Almost a year after the historic birth of five spiny butterfly rays at the Marine Aquarium of Rio de Janeiro (AquaRio), biologists and veterinarians are preparing to welcome another round of little ones to the family.
In just six months—the gestational period for the Gymnura altavela, native to the shallow coastal waters of the Atlantic, including those that border southeast Brazil—a yet-to-be-known number of babies will join the three males and two females that were the first to be born in captivity in the world last August, a positive sign for a species that could one day go extinct.
Despite the fact that their capture and sale are illegal in Brazil, fishing is one of the main threats faced by the spiny butterfly rays, which can grow to over 6.5 feet wide. They’re targeted by artisanal fishermen to sell commercially and also caught accidentally by coastal trawlers. The other threat hindering their population is pollution. Both have led the species to be labeled by the IUCN Red List as vulnerable with a declining population. In Brazil, they’re considered critically endangered because of the heavy fishing activity off its coast.
Home sweet home
These first-ever captive-born rays were seen by the public for the first time when local TV station Globo was allowed to film them late last month. Marcelo Szpilman, marine biologist and CEO of AquaRio, says they are thriving and he expects they will make their debut in the public Ocean Tank soon, where they will play an important role in educating visitors.

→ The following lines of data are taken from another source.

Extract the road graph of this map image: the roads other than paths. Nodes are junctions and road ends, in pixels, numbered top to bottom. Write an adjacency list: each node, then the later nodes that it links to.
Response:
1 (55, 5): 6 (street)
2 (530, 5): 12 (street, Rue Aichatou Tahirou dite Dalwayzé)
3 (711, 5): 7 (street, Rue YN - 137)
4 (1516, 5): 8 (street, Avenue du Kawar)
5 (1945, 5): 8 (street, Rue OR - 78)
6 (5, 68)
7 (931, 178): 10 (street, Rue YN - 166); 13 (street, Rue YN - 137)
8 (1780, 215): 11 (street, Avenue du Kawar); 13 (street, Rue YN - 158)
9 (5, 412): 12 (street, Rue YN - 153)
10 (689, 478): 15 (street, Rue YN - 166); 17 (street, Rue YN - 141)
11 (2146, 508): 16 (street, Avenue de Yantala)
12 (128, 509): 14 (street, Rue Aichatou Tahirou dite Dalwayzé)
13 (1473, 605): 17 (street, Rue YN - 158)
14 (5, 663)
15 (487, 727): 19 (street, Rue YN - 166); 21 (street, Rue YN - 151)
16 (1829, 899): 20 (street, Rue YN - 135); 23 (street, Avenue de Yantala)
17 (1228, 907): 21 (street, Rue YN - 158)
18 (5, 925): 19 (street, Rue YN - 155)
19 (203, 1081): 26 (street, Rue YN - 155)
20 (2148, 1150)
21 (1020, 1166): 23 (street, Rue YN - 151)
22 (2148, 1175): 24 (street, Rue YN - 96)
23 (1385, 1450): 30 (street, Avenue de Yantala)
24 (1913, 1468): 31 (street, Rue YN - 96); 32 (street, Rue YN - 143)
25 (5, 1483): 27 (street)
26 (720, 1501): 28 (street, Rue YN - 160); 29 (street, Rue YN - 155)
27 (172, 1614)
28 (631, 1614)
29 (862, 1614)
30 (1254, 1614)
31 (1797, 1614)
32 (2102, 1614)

"You don't preserve what you don't know," he says. "The aquarium has the role of showing people threatened species and helping them understand the importance of their conservation. You need to know about it to conserve it."
The unprecedented births at AquaRio last August, as well as the preceding gestation and aftercare of the five babies, were all part of a delicate process planned by the aquarium's team.
Because the spiny butterfly rays are particularly sensitive to their surroundings, the researchers needed to create optimal conditions for them to feel comfortable and live the natural life they would have in the ocean. (Related: See a video of the largest, rarest stingray in the ocean.)
"We wanted to make sure we had conditions that allowed the rays to reproduce on their own," Szpilman says. The size of the Ocean Tank, which holds 3.5 million liters of water, its exceptional water quality, and the stable ecosystem created by the several species of sharks, rays, and fish that call it home, are all part of their success, he says.
"Any time you have reproduction in captivity, it's really important for the conservation of the species," says Patricia Charvet, of IUCN's shark specialist group and a biologist specializing in sharks and rays. "It's important because it's a sign that they are being so well kept that they want to leave descendants."
The birth took place in a smaller tank within the Ocean Tank, generally used when divers enter to care for species inside. It allowed the female to stay in her habitat while veterinarians monitored her babies by way of ultrasound and helped the newborns enter the water for the first time. As infant mortality due to natural predators is high in rays, the five were then quarantined, a measure meant to keep them far from the sharks in the big tank.
Now 11 months old, they are thriving and expected to be introduced to the Ocean Tank soon.
A return to open waters
For Izeni Pires Farias, a biologist and professor at the Federal University of Amazonas, it's not just having more rays in captivity that makes the births at AquaRio exciting, but it’s the possibility of reintroducing them to the ocean that makes them so important.
"Once breeding in captivity is successful, the next step would be the future introduction of individuals into nature to repopulate affected areas," she says.
Szpilman hopes they will be able to reintroduce the spiny butterfly rays into the wild someday—"That's really the end goal of this whole process," he says—but they are still years away from that goal because, without a larger population of female and male rays raised in captivity, and without better conditions for them to survive in the wild, it won't make much of a difference. (Related: Learn what the discovery of a rare manta ray nursery means for survival of the species.)
He is, however, positive they'll get there. And if for some reason they don't, he's sure the work of the AquaRio team has helped the spiny butterfly ray take one step away from extinction.
"When an animal goes extinct in nature, if there are none in captivity, in zoos or aquariums, that species will be extinct from the world," he says. "If, by chance, this species, the spiny butterfly ray, were to disappear from nature, which is not unlikely, we will at least be able to hold on to the biodiversity of our planet in some way because it will still exist in captivity."